The Young and Burgess classification is recomended for pelvic
fracture which is derived from the initial anteroposterior (AP) radiograph and
is based predominantly on the mechanism of injury and severity of pelvic
fracture.1 Fractures are divided into one of four categories based on the
mechanism of injury, two of which are further subdivided according to the
severity of injury.
1. Anterior posterior compression – secondary to a direct or indirect
force in an AP direction leading to diastasis of the symphysis pubis,
with or without obvious diastasis of the sacroiliac joint or fracture
of the iliac bone.
a. APC I: stable
pubic diastasis <2.5 cm
b. APC II: rotationally unstable, vertically stable
pubic diastasis >2.5 cm
disruption and diastasis of anterior part of sacroiliac joint,
with intact posterior sacroiliac joint ligaments
c. APC III: equates to a complete hemipelvis separation (but
without vertical displacement); unstable
pubic diastasis >2.5 cm
disruption-diastasis of both anterior and posterior
sacroiliac joint ligaments with dislocation
2. Lateral compression – lateral compression force, which cause
rotation of the pelvis inwards, leading to fractures in the sacroiliac
region and pubic rami.
a. LC I: stable
oblique fracture of pubic rami
ipsilateral anterior compression fracture of sacral ala
b. LC II: rotationally unstable, vertically stable
fracture of pubic rami
posterior fracture with dislocation of ipsilateral iliac wing
(crescent fracture)
c. LC III: unstable
ipsilateral lateral compression (LC)
contralateral anteroposterior compression (APC)

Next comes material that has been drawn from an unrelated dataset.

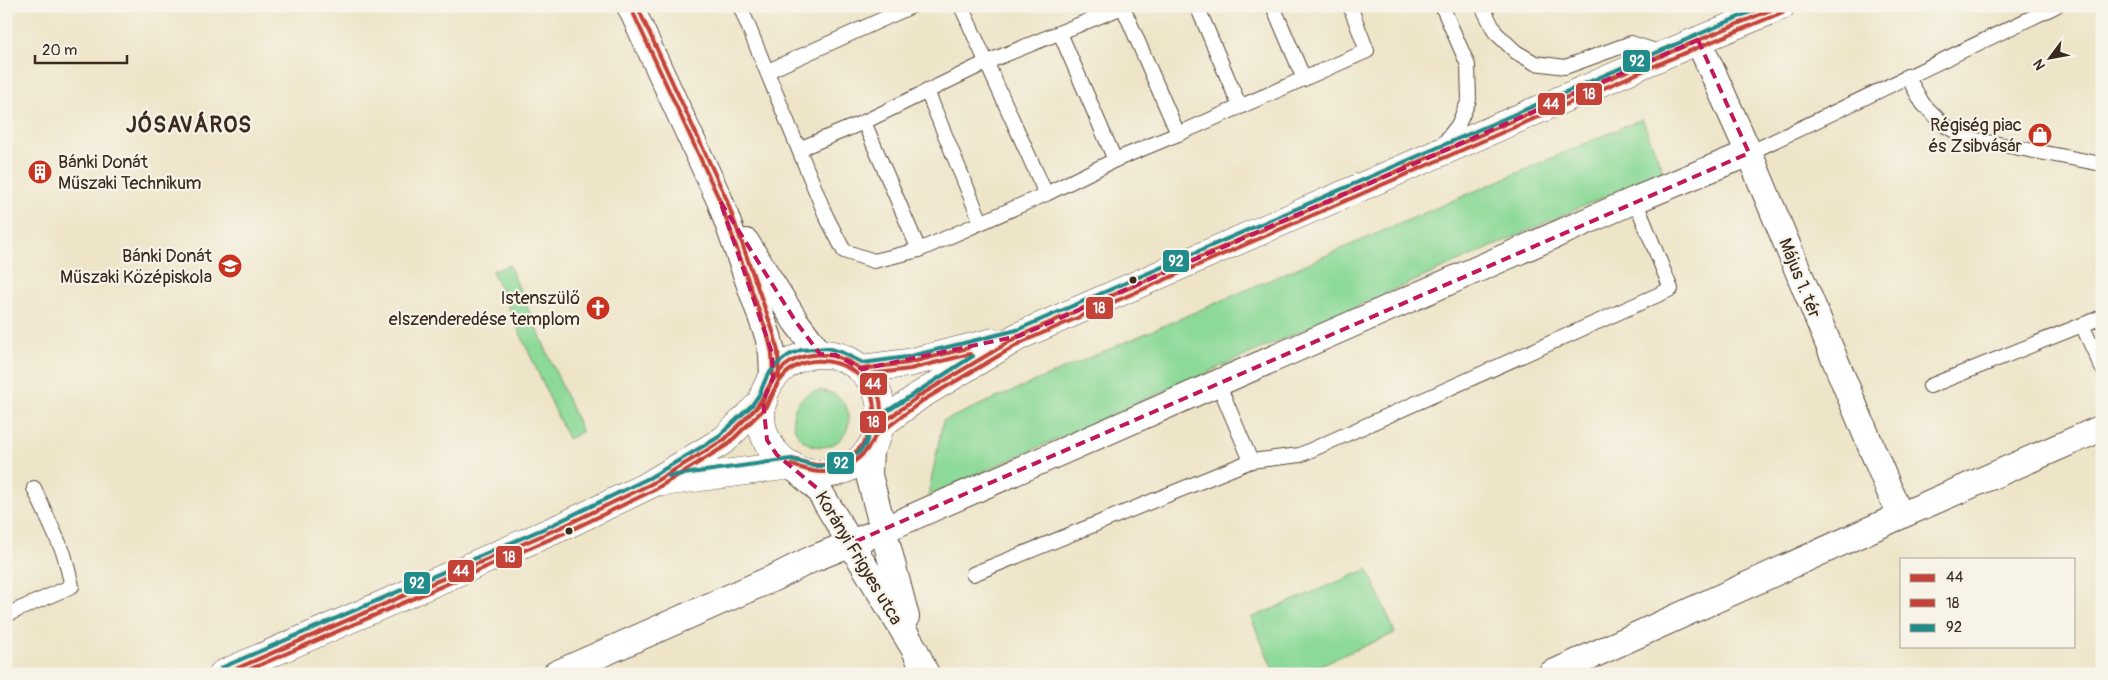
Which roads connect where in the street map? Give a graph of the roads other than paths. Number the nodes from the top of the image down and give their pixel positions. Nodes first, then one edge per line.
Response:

3. Vertical shear – an axial shear force with disruption of the iliac or
sacroiliac junction, combined with cephalic displacement of the
fracture component from the main pelvis.
4. Combined mechanism – a combination of two of the above
vectors, which leads to a pattern of pelvic fracture that is a
combination of one or more of the above fracture types (Guthrie
Hc; Owens R; Bircher, 2012).
WSES Classification
The anatomical description of pelvic ring lesions is not definitive in
the management of pelvic injuries. The classification of pelvic trauma into
minor, moderate and severe considers the pelvic ring injuries anatomic
classification (Antero-Posterior Compression APC; Lateral Compression LC;
Vertical Shear VS; CM: Combined Mechanisms) and more importantly, the
hemodynamic status. As already stated the ATLS definition considers as
“unstable” the patient with: blood pressure < 90 mmHg and heart rate >
120 bpm, with evidence of skin vasoconstriction (cool, clammy, decreased
capillary refill), altered level of consciousness and/or shortness of breath
(Cocolini et al., 2017).
The WSES Classification divides Pelvic ring Injuries into three
classes:
1. Minor (WSES grade I) comprising hemodynamically and
mechanically stable lesions
2. Moderate (WSES grade II, III) comprising hemodynamically stable
and mechanically unstable lesions
3. Severe (WSES grade IV) comprising hemodynamically unstable
lesions independently from mechanical status.
F. Management
1. Early Management
Treatment should not await full and detailed diagnosis. It is vital to
keep a sense of priorities and to act on any information that is already
available while moving along to the next diagnostic hurdle. ‘Management’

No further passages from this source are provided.